The Guardian shares “What we’re reading: writers and readers on the books they enjoyed in January” and five of the best books about gossip.

LitHub recommends “The Literary Film & TV You Need to Stream in February.”

NYT digs up “The Long and Bloody History of True Crime Lit.”

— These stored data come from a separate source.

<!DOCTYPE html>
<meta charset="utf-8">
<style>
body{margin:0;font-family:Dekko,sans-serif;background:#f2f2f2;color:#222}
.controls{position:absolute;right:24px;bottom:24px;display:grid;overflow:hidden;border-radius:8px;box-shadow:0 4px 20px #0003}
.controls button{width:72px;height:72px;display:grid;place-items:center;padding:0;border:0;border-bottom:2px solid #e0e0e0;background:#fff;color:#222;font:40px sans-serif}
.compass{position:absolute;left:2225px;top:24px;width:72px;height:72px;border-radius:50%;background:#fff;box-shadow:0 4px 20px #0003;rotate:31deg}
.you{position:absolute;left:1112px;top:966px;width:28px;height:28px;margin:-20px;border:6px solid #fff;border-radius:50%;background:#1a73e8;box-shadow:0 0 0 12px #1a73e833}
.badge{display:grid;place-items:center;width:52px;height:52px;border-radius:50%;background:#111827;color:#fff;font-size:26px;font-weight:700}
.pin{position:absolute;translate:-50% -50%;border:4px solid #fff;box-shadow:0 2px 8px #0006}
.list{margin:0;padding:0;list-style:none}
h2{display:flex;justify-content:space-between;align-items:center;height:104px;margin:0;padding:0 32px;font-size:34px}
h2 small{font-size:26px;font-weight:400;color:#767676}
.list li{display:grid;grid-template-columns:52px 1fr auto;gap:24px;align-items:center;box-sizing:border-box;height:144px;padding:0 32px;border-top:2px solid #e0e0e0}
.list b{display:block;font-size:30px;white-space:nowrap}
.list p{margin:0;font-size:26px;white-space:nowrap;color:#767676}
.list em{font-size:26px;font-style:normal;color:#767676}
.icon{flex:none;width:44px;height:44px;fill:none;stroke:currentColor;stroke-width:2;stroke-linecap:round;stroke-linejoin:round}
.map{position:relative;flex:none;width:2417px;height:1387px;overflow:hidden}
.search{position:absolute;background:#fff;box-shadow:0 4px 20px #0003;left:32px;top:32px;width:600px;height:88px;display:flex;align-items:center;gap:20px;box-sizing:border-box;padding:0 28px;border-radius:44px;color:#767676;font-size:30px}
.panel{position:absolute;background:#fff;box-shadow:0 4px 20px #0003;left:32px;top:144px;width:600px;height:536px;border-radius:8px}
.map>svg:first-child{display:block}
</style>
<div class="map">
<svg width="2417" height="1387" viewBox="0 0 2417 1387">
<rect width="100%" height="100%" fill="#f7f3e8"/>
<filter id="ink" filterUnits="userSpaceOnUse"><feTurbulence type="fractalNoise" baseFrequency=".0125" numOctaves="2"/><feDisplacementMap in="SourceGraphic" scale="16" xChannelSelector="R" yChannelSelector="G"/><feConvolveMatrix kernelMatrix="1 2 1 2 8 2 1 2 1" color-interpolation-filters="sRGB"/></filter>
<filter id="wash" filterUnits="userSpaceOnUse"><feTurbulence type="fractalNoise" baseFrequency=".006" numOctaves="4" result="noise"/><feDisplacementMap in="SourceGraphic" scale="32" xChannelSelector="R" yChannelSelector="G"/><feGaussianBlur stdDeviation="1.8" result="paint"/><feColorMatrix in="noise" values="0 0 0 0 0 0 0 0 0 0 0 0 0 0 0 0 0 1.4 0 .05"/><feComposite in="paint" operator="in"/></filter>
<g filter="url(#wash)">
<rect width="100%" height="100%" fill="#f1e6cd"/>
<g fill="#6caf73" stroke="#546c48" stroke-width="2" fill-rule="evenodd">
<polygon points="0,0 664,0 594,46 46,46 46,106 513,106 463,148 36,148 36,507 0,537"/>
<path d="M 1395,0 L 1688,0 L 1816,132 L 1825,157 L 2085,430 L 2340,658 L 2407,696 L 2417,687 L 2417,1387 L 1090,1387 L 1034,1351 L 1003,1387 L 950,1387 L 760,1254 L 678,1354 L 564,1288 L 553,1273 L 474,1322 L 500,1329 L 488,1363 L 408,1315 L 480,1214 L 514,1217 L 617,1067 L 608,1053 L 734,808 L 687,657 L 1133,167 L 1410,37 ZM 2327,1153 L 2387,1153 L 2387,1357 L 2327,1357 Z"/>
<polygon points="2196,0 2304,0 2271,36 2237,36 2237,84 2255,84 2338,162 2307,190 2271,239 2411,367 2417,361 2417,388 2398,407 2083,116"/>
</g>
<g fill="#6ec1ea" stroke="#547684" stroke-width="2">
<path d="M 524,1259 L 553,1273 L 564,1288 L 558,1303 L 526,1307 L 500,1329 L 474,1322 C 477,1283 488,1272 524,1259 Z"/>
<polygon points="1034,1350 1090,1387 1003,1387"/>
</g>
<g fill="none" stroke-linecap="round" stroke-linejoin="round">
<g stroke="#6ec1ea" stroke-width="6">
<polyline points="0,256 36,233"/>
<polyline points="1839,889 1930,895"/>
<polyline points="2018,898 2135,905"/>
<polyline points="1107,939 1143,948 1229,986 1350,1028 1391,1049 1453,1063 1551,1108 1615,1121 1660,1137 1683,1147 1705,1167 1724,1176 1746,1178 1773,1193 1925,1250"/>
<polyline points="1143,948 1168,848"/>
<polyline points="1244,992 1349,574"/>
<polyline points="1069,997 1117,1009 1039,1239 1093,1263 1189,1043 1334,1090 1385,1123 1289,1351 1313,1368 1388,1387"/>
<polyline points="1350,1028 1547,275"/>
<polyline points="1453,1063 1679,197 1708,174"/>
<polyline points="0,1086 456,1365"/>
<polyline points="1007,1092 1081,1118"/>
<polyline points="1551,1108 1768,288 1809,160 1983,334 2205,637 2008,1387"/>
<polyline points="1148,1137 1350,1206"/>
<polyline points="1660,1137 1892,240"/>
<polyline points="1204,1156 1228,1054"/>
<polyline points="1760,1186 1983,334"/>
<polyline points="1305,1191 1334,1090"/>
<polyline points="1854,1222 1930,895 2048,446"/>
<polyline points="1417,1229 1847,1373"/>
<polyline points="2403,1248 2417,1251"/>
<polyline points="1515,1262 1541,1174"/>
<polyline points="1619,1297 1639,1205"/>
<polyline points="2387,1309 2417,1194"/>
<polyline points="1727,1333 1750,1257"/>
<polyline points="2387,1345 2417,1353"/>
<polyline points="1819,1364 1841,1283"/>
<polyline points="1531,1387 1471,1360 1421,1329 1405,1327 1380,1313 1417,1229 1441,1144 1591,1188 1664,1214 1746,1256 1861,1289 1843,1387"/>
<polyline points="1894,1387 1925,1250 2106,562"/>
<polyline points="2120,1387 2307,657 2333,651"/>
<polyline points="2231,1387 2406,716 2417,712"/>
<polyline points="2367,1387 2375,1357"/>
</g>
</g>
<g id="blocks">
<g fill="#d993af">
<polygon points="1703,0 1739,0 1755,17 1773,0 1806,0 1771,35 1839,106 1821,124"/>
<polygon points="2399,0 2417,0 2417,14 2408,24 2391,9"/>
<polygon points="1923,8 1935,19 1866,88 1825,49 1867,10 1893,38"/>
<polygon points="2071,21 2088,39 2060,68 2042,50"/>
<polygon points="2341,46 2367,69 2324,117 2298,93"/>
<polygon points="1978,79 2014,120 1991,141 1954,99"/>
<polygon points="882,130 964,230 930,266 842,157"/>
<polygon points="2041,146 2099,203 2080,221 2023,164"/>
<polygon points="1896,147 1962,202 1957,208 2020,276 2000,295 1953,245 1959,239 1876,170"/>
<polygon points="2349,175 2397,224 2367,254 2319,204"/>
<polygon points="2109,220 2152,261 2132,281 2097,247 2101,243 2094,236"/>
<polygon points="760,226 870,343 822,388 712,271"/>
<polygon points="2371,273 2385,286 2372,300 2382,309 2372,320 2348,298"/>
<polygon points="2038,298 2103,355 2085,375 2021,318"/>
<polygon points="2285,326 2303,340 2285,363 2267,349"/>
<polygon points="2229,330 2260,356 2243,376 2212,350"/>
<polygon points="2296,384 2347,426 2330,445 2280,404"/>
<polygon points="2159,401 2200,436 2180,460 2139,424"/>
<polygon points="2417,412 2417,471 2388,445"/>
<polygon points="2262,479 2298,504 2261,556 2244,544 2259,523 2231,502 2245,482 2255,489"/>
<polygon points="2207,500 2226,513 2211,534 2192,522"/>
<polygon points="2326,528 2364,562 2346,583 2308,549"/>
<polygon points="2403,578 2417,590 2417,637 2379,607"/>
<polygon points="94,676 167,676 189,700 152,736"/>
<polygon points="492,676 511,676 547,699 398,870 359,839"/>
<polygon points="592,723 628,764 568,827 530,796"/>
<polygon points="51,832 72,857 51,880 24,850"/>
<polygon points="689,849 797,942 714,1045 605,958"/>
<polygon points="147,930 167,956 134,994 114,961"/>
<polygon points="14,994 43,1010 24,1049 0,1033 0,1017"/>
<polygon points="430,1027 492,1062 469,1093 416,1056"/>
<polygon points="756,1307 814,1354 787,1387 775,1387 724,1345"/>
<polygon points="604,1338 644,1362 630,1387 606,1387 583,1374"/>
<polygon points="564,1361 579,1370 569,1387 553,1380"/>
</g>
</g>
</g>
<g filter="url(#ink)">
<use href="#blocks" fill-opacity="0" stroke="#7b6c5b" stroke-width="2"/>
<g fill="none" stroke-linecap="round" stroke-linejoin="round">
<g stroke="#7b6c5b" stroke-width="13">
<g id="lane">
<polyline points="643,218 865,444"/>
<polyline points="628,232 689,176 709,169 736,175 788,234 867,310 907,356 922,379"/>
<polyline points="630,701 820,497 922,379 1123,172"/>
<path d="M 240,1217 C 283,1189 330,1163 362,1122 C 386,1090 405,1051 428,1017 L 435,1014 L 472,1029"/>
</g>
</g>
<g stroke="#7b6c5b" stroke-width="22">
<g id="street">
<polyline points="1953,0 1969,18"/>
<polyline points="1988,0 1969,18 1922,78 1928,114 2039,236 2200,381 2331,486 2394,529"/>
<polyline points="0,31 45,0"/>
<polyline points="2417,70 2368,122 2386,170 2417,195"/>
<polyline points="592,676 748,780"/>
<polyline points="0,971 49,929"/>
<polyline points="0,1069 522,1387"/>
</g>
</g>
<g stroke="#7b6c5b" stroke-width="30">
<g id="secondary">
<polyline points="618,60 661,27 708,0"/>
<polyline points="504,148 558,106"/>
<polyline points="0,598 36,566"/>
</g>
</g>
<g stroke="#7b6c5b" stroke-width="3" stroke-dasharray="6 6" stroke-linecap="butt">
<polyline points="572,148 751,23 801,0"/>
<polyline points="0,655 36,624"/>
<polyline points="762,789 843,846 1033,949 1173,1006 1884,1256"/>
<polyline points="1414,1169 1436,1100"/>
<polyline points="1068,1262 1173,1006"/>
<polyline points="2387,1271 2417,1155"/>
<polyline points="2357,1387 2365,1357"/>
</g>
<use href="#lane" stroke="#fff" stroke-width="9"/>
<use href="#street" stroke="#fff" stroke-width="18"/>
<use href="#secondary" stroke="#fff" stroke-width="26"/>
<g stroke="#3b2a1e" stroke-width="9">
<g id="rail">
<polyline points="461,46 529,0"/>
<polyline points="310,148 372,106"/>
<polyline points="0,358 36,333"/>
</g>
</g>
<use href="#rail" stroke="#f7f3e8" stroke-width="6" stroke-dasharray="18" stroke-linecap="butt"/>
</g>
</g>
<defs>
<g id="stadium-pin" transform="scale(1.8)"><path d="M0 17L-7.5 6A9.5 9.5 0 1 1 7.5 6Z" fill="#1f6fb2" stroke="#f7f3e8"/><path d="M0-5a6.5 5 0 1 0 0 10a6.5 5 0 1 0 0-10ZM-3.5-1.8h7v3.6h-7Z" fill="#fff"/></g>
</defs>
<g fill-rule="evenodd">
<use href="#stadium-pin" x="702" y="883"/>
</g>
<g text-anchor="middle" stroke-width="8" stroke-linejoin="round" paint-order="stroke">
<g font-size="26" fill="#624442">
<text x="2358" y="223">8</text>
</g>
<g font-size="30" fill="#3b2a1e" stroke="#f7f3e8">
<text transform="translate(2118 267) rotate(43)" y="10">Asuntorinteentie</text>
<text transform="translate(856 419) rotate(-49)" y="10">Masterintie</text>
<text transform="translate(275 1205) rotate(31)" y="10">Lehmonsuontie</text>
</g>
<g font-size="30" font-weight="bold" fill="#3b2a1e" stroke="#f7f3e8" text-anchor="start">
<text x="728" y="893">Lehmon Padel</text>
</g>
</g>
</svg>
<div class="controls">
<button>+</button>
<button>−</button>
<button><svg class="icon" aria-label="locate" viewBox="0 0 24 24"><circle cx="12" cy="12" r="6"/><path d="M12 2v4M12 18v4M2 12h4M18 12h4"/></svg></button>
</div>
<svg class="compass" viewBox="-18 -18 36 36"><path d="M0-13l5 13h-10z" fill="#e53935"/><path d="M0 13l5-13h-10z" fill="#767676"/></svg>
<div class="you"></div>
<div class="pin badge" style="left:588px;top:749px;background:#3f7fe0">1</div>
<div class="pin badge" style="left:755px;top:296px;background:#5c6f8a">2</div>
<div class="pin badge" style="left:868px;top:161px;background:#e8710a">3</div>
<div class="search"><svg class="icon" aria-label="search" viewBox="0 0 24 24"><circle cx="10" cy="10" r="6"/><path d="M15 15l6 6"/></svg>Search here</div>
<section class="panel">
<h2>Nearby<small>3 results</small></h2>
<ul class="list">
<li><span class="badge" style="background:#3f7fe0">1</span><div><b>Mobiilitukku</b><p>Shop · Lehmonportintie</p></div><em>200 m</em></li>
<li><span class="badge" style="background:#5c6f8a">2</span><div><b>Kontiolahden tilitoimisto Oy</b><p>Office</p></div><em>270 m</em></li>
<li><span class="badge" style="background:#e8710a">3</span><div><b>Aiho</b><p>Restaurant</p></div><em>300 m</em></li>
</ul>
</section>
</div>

NYT makes the case that Mary McCarthy’s 1952 novel The Groves of Academe “explains the crisis in higher education.”

Bustle argues that “‘Lives of the Wives’ Books Won’t Save Us.”

NYT has an essay on “What Murder Mysteries Solve.”

Authors on Air

Publishers Weekly goes “Behind Elin Hilderbrand and Tim Ehrenberg’s Bookish Podcast with Local Flavor.”

PBS Canvas covers the romantasy trend, including an interview with Rebecca Yarros.